Legal uncertainty is also a problem for power plant constructors. The legal situation and regional expansion plans are constantly changing. When the Indonesian Rupiah temporarily lost up to 15% of its value against the US$ in 2018, import restrictions were imposed on capital goods. Without them, however, no plant can be built.
Most equipment comes from abroad
Almost the entire technology for power plant construction is imported. Depending on the size and type of plant, there are local content requirements, which lie between 10% and 30%. However, exemptions are generally granted without problems.
According to government plans, domestic power companies should soon be able to produce technology for their own needs. However, little has happened so far. Nonetheless, Indonesian state-owned company Barata took over Siemens’ turbine plant business in the industrial city of Cilegon in 2018. The aim is to supply the domestic power plant construction sector in cooperation with Siemens.
Only a few small and medium-sized foreign suppliers are represented locally. Their components are either imported directly or are already built in machinery imported by the large technology groups. But there are opportunities for foreign consulting companies. International players such as the Fichtner Group have representative offices in Indonesia.
Electricity grids are outdated
The 35,000 MW program initiated by President Joko is an example of how difficult power plant construction is in Indonesia. The plan sets the capacity expansion target for the period 2015 to 2019, but to date, less than 10% of that has been accomplished.
The pressure to work efficiently is currently low. Excessive electricity consumption forecasts have resulted in overcapacities in electricity generation.

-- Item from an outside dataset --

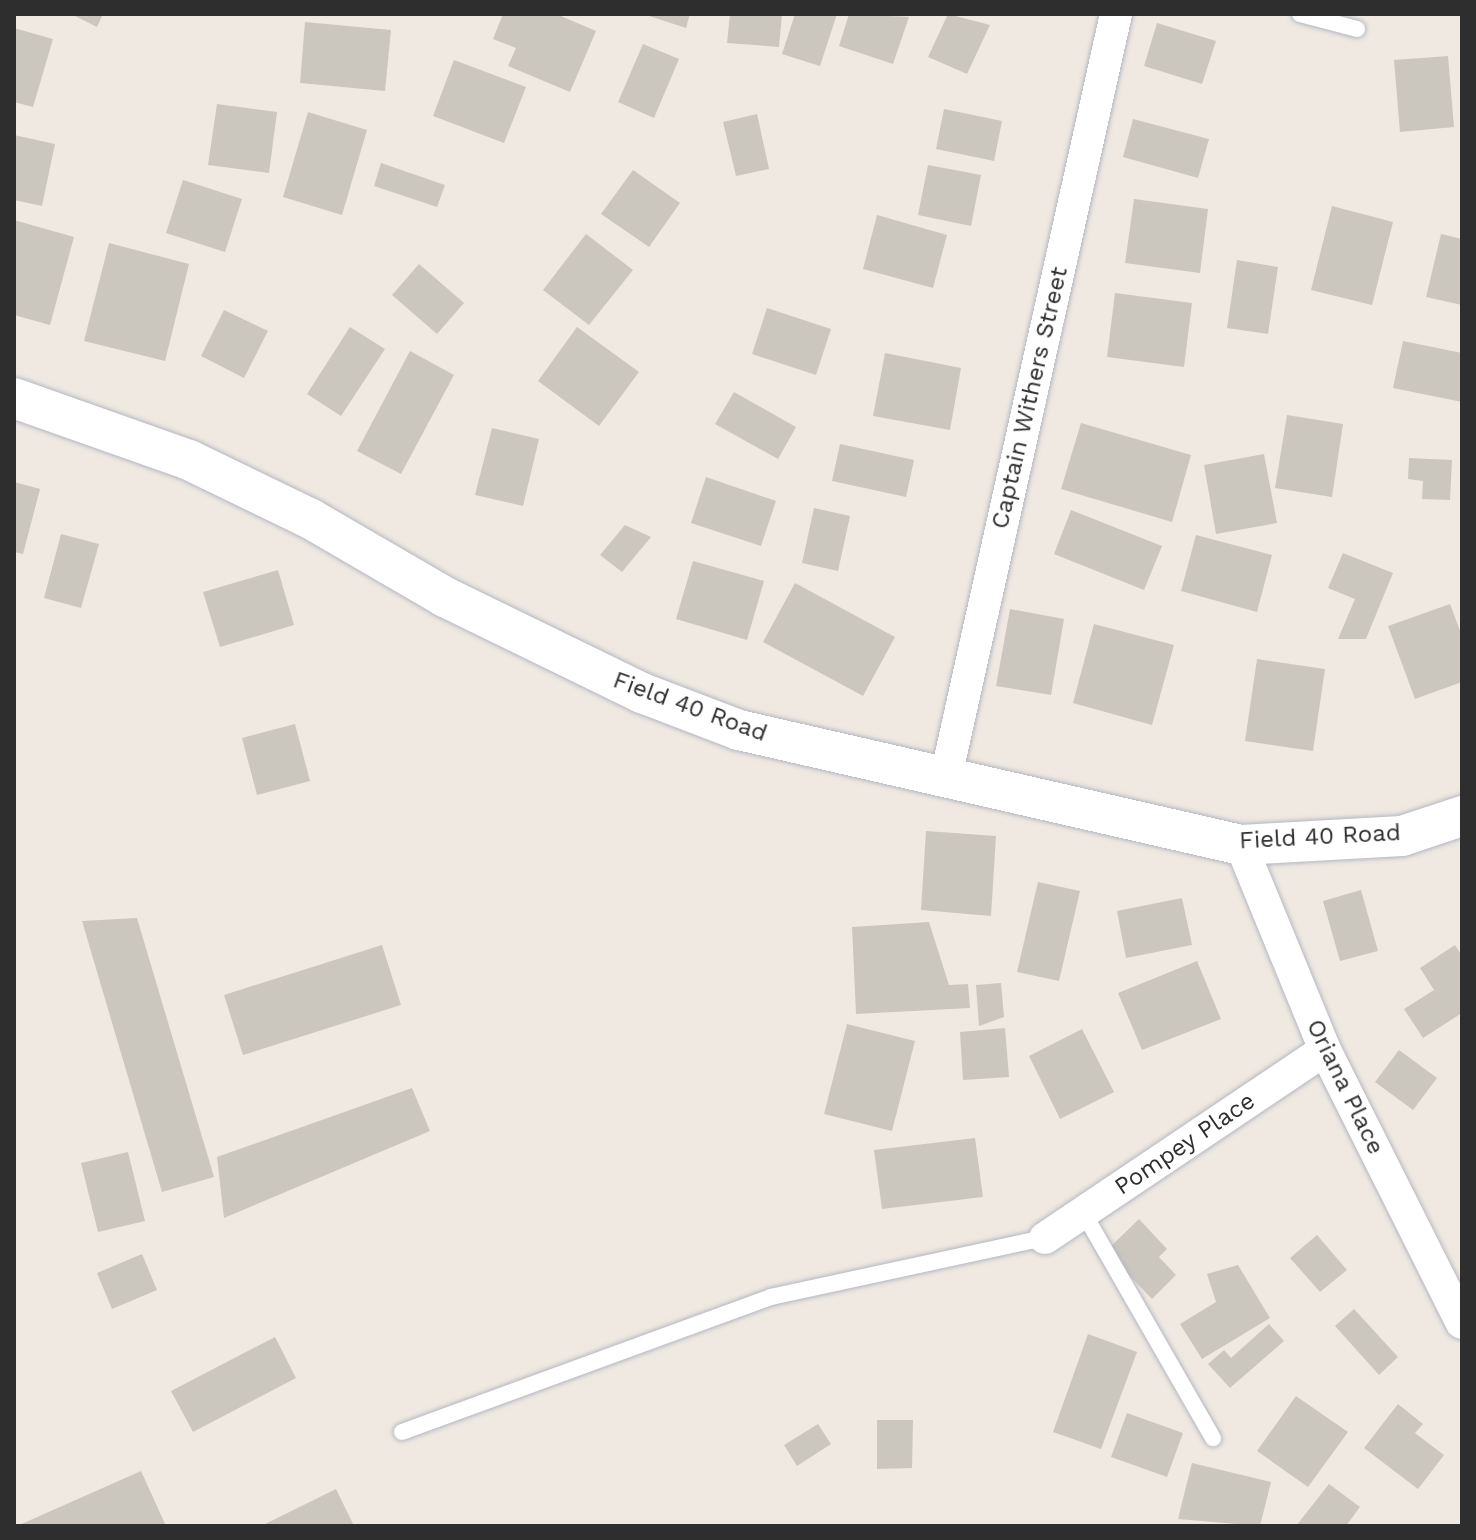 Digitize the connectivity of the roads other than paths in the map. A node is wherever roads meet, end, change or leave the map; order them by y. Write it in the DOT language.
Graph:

The resulting scope is now being used partly to bring PLN’s power plant projects forward while projects of private electricity producers were left behind.
However, an overly rapid expansion of power generation creates completely different problems: “Every new power plant is a ticking bomb,” says one market participant, describing the increasing danger of grid overload. In the coming years and decades, large sums have to be invested in the grid.
Transfer to public ownership
The feed-in tariff that PLN guarantees the power plant operator under a Power Purchase Agreement (PPA) varies regionally – with high rates in the eastern regions and lower tariffs on the main island of Java. In recent years, PLN has significantly lowered its remuneration. In some cases, PLN even forced renegotiations for finished PPAs. Such measures are poisonous for the investment climate.
Private power plant constructors usually build new plants in the form of Build-Operate-Transfer (BOT) projects. After mostly 20 to 25 years, they are handed over to PLN. If necessary, a PPA can be extended for a further period. After the handover, PLN is responsible for a possible dismantling.